Ten Types of Interview Questions to Avoid

By Team Hireology,
August 22, 2014

Have you ever been asked a question that made you question the person with whom you were talking to?


Let’s assume you said yes. More often than not, asking a confusing question will defeat its purpose, especially during an interview. Whether or not you’re looking for a specific response, a puzzling question can have a negative effect on both people in the conversation. They might think you’re odd and in return, that may reflect poorly on you-potentially ruining the entire interview.

Interview questions are meant to help give you a better understanding of the candidate, how qualified that person is and what he or she’s personality is like. It’s a simple process that shouldn’t be over-analyzed.

Off-the-wall questions do not only create a negative outlook from the candidate’s perspective, they also can offend a candidate or make that person feel less intelligent.

They Asked What!?

In order to avoid a bad interview, here some types of questions that you should steer clear from asking a candidate: 

  •       Do your parents view your career and aspirations as a failure?
  •       If you were stuck in a broken-down car in the middle of nowhere with a cellphone that had no dial tone, how would you go about fixing it?
  •       What do you think it would cost to rent out Madison Square Garden for a night?
  •       Do you currently have a significant other?
  •       If you could be a vegetable, what kind would you be and why?
  •       Would you consider yourself a taxi or limo person?
  •       If you were dead, what would your family and friends say about you at your funeral?
  •       If you saw a person steal a dime, would you report it to the police?
  •       How many tennis balls can fit in a dump truck? 
  •       Are you a Democrat or Republican?

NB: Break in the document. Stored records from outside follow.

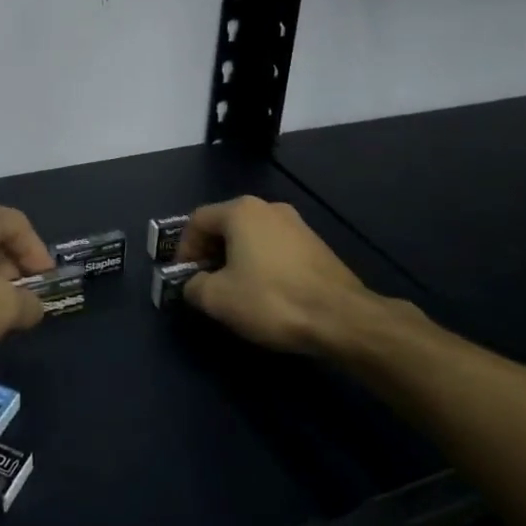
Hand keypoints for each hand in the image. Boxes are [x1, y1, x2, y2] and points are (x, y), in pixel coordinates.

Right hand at [177, 195, 383, 354]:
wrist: (341, 317)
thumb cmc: (271, 300)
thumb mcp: (217, 299)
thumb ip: (193, 286)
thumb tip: (194, 284)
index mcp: (241, 211)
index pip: (197, 221)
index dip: (184, 249)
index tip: (185, 278)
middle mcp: (269, 207)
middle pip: (225, 225)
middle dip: (210, 254)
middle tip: (206, 284)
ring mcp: (297, 224)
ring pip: (252, 237)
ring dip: (236, 259)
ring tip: (235, 292)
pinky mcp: (315, 244)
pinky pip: (275, 248)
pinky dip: (261, 264)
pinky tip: (266, 293)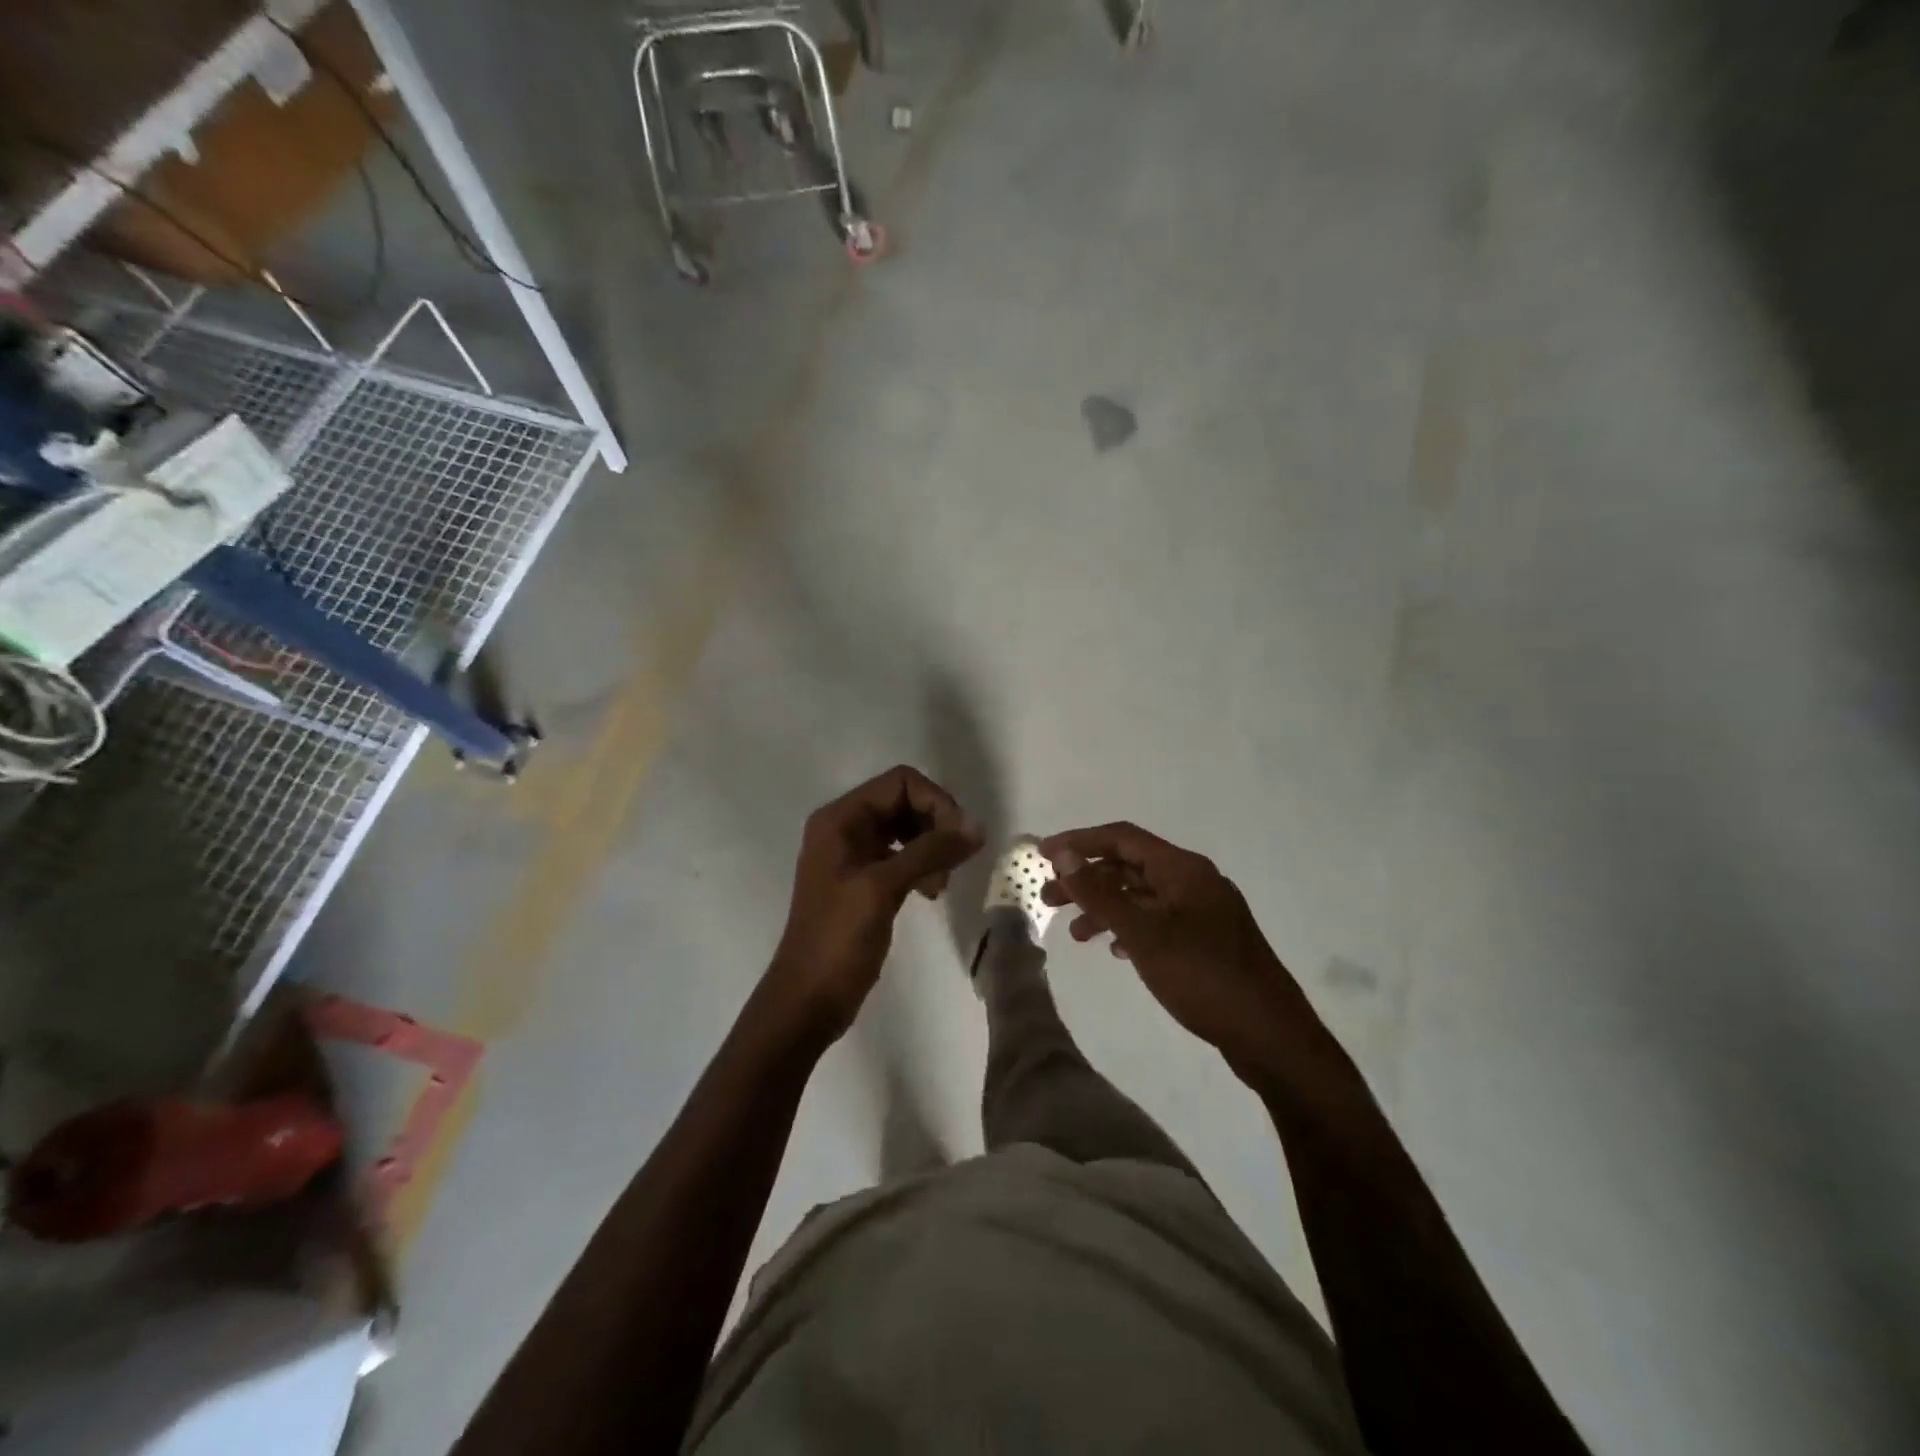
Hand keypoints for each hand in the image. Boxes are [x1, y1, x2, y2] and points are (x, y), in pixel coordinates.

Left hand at [766, 767, 982, 1041]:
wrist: (808, 999)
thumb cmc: (838, 938)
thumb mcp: (883, 887)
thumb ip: (930, 851)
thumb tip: (977, 826)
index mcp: (841, 818)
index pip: (900, 782)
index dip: (936, 802)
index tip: (959, 837)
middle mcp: (846, 828)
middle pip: (905, 802)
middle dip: (936, 825)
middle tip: (954, 861)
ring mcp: (854, 855)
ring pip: (907, 830)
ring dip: (932, 848)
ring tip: (941, 883)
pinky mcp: (865, 881)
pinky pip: (903, 856)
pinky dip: (923, 866)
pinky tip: (932, 892)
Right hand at [1040, 822, 1318, 1080]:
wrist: (1270, 1035)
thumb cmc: (1203, 976)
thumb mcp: (1143, 933)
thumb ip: (1100, 893)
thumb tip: (1063, 854)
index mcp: (1183, 869)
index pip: (1123, 838)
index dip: (1080, 842)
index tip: (1043, 855)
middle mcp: (1195, 881)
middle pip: (1130, 867)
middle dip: (1088, 880)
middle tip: (1049, 901)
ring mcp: (1205, 912)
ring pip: (1144, 897)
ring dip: (1107, 908)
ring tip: (1077, 936)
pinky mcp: (1209, 941)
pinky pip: (1160, 922)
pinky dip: (1132, 929)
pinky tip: (1117, 951)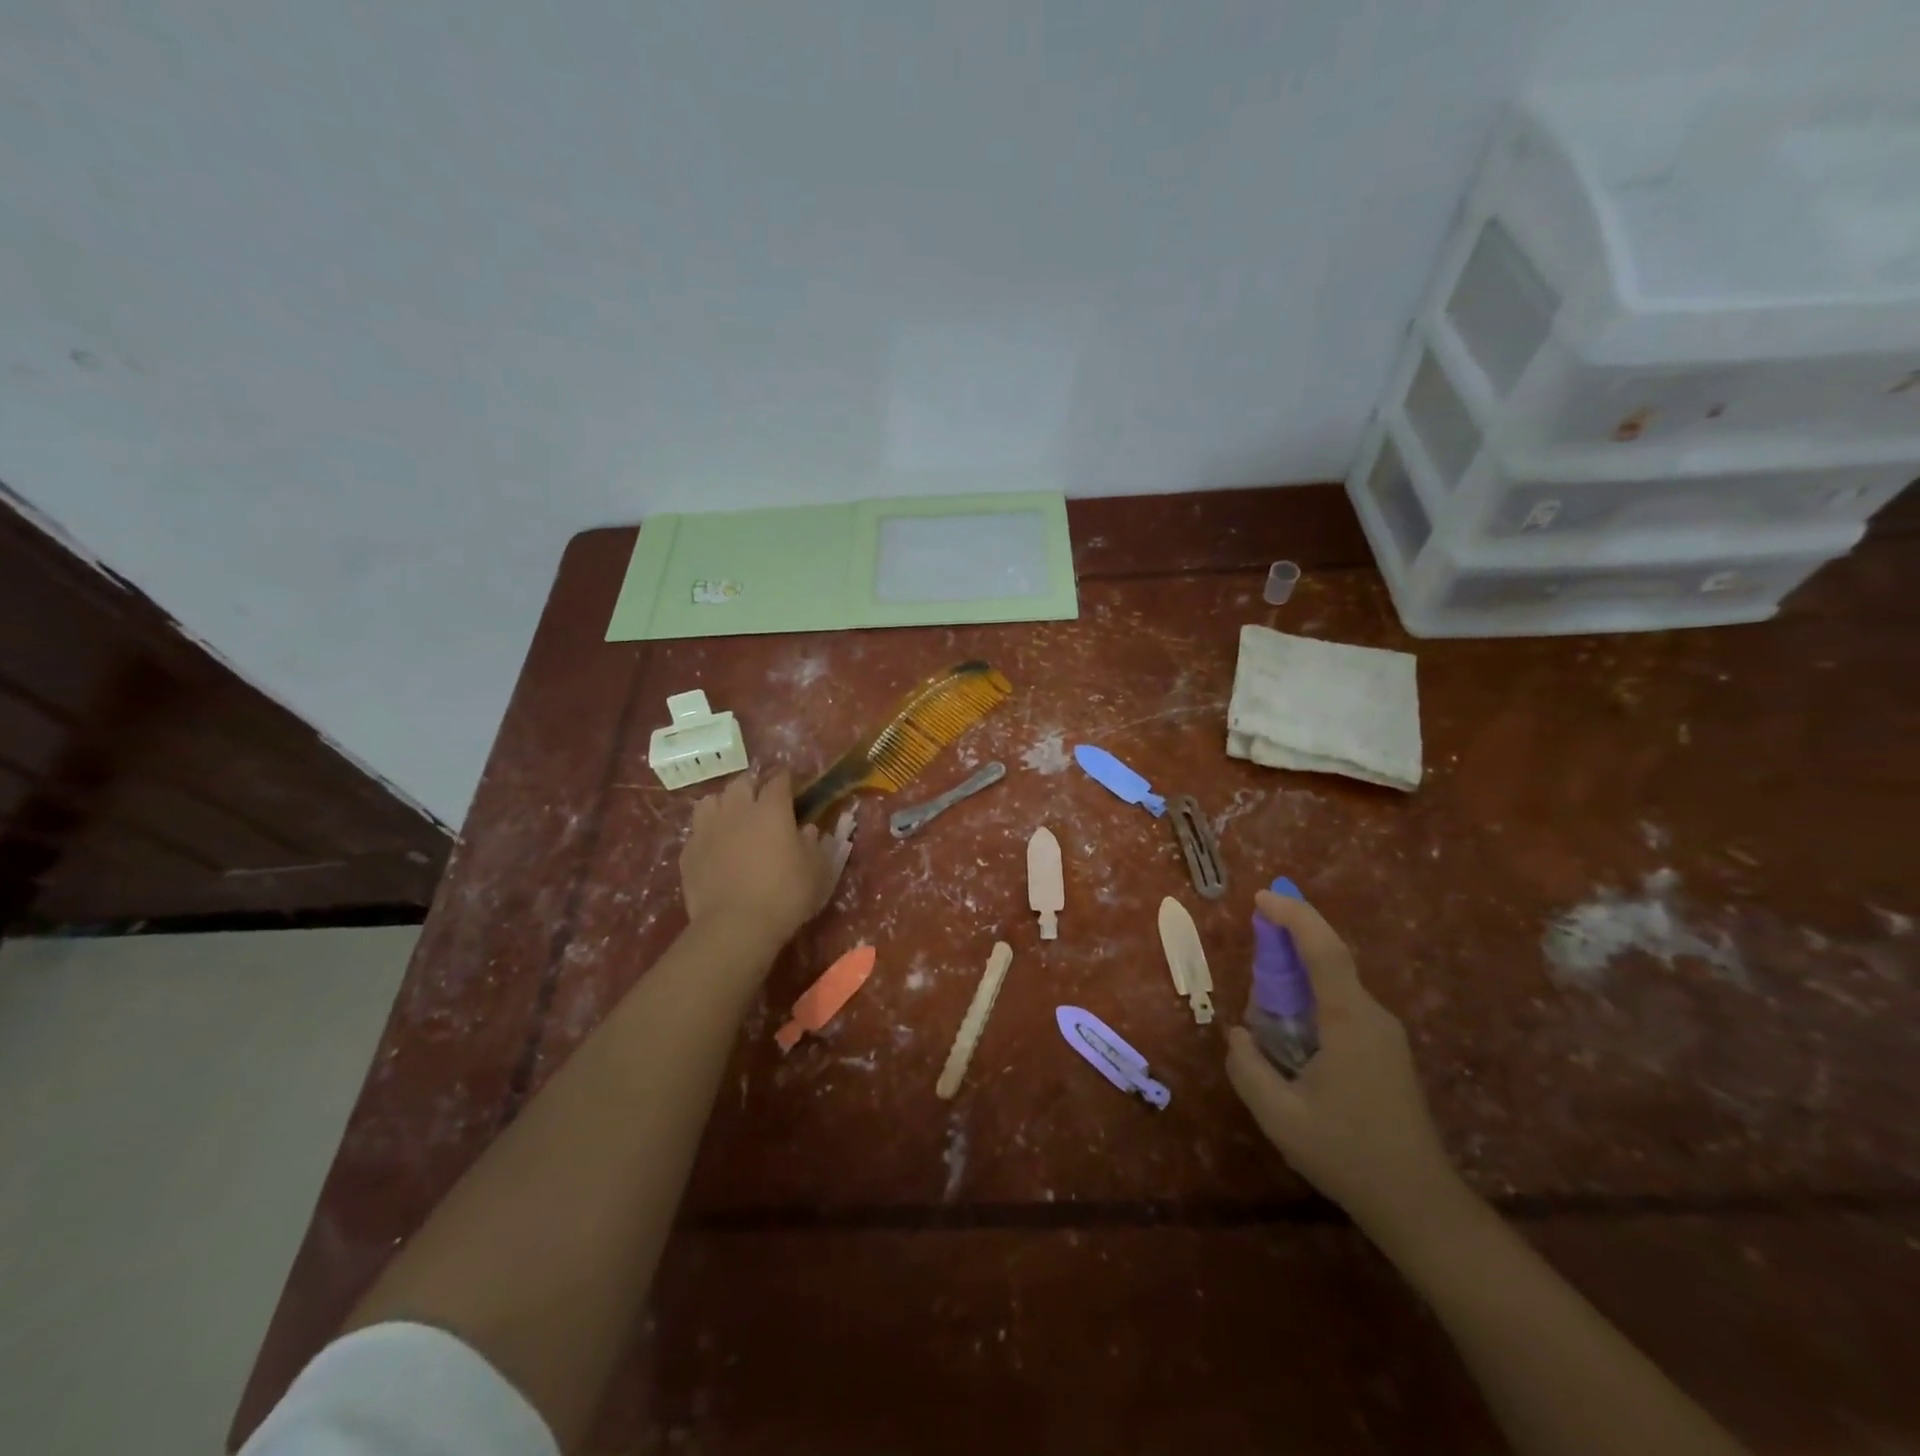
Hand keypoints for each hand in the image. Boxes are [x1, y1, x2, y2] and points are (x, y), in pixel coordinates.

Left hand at [680, 770, 852, 950]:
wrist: (735, 926)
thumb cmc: (785, 894)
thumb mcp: (816, 870)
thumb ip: (813, 843)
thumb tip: (807, 829)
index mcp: (772, 809)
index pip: (779, 780)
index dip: (786, 780)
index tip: (791, 785)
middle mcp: (737, 810)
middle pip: (742, 783)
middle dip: (753, 786)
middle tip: (761, 801)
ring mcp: (708, 828)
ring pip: (712, 800)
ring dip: (724, 803)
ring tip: (732, 817)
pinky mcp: (689, 851)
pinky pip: (697, 830)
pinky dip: (707, 831)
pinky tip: (715, 846)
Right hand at [1225, 889, 1457, 1235]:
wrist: (1419, 1205)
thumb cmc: (1348, 1154)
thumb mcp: (1279, 1116)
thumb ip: (1247, 1067)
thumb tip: (1237, 1034)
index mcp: (1349, 1021)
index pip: (1324, 951)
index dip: (1295, 917)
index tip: (1262, 898)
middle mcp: (1372, 1017)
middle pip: (1330, 962)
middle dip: (1290, 944)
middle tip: (1254, 950)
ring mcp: (1384, 1035)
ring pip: (1335, 986)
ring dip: (1299, 978)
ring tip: (1264, 1002)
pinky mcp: (1386, 1053)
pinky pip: (1343, 1008)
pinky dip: (1312, 1000)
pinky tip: (1291, 1033)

Obviously, these questions are ridiculous. Even if you’re trying to evaluate a candidate’s response to an analytical question, you can still do so without wording a question as some of the aforementioned examples.

Keeping interviews simple and conversational is typically the best routine with a strong success rate. It also helps make the candidate feel more comfortable, which will most likely give you and your company a better reputation when it comes to conducting interviews.